→ **ASSIGNMENT**: Your answer should hold every line of the records below that contains the string "紀州街道".

EXERCISE INPUTS section start

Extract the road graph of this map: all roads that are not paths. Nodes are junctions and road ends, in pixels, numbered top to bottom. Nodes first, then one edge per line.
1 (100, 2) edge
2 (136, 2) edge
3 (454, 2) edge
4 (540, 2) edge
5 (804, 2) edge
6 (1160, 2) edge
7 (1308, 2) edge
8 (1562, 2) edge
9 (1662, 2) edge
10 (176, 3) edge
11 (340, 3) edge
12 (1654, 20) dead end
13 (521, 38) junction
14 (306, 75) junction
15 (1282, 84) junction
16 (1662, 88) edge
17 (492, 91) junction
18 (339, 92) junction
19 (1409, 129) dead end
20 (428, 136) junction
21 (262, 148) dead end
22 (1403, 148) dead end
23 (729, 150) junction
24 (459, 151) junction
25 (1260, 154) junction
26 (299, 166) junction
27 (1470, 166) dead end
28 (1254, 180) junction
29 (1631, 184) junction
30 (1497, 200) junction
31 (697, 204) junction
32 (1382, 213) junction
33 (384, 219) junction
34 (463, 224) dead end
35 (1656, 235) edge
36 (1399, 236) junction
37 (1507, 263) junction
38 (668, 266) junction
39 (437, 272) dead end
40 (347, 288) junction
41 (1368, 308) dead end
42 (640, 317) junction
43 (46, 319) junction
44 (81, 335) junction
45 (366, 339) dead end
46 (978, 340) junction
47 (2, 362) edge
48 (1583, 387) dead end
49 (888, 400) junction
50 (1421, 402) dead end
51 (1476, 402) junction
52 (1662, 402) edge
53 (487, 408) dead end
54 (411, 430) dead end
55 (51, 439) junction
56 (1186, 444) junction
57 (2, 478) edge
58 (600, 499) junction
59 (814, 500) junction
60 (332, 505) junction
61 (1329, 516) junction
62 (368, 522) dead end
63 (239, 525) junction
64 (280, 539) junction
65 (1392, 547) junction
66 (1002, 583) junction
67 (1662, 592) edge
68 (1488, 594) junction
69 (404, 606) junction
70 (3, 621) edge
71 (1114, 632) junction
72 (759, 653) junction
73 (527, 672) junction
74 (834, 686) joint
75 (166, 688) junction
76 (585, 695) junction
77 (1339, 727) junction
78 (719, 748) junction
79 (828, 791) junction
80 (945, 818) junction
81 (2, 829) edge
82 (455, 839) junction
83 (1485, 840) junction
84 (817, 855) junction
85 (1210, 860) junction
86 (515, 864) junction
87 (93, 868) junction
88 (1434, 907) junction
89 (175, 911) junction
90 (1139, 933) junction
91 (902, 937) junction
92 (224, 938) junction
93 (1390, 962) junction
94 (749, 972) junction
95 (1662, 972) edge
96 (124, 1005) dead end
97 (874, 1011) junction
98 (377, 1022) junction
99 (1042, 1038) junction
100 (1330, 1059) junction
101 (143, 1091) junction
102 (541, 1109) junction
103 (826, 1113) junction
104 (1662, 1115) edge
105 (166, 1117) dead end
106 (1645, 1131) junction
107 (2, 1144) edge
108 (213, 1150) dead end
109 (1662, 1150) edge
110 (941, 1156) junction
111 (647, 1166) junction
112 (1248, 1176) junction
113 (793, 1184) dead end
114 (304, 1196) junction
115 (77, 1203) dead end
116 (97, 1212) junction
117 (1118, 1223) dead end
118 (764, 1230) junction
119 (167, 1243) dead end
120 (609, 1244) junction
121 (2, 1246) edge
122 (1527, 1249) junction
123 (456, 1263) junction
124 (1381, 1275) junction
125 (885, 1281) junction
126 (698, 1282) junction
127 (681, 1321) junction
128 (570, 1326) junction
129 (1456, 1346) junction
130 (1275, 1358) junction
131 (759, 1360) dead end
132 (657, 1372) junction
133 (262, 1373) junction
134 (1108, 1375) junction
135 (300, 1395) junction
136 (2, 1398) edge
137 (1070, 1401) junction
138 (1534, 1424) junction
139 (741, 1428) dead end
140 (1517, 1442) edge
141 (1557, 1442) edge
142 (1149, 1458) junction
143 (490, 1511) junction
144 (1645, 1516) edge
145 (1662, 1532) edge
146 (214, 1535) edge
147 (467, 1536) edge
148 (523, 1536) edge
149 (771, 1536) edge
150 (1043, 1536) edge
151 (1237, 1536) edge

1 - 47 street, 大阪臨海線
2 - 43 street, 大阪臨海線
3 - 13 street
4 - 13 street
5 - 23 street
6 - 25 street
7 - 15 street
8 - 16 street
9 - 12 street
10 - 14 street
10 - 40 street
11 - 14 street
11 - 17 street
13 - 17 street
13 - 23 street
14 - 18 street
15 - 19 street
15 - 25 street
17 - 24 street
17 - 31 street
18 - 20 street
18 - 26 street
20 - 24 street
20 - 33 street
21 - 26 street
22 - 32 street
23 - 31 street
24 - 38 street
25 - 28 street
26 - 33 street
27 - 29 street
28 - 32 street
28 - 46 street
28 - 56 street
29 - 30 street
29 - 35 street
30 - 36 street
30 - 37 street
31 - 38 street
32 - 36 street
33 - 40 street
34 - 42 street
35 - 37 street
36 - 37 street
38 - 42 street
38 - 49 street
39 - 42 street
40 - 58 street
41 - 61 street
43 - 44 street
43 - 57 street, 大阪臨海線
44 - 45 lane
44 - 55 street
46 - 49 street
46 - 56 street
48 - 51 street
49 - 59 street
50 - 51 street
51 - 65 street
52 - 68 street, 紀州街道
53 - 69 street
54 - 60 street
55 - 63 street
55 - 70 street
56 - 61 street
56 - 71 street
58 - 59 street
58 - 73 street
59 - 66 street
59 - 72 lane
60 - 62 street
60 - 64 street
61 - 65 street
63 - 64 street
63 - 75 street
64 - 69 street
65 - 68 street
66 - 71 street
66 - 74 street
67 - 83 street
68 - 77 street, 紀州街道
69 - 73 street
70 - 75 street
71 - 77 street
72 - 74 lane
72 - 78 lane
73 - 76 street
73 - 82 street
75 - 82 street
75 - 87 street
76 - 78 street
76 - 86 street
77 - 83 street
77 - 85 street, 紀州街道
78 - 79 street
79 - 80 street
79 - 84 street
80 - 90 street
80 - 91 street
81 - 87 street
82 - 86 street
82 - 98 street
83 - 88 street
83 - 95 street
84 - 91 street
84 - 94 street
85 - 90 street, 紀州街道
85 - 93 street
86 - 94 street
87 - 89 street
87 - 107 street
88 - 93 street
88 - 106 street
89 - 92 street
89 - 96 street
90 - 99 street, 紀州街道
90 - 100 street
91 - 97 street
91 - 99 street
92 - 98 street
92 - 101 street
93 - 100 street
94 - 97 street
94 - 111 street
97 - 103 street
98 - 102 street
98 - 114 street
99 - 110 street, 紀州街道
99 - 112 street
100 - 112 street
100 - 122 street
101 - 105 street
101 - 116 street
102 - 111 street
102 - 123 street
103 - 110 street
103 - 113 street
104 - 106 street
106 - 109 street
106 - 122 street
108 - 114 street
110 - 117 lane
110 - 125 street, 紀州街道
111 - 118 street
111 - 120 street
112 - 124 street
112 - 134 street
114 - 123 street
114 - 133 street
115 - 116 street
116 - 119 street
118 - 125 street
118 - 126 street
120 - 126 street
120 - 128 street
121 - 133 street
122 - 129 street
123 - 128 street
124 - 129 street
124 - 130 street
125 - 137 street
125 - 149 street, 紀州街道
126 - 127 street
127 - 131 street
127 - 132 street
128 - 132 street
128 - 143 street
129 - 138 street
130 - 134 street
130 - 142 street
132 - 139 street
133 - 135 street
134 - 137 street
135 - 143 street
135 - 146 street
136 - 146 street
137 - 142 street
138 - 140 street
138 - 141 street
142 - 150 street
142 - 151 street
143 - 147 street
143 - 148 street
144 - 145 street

EXERCISE INPUTS section end

→ **ANSWER SECTION**:
52 - 68 street, 紀州街道
68 - 77 street, 紀州街道
77 - 85 street, 紀州街道
85 - 90 street, 紀州街道
90 - 99 street, 紀州街道
99 - 110 street, 紀州街道
110 - 125 street, 紀州街道
125 - 149 street, 紀州街道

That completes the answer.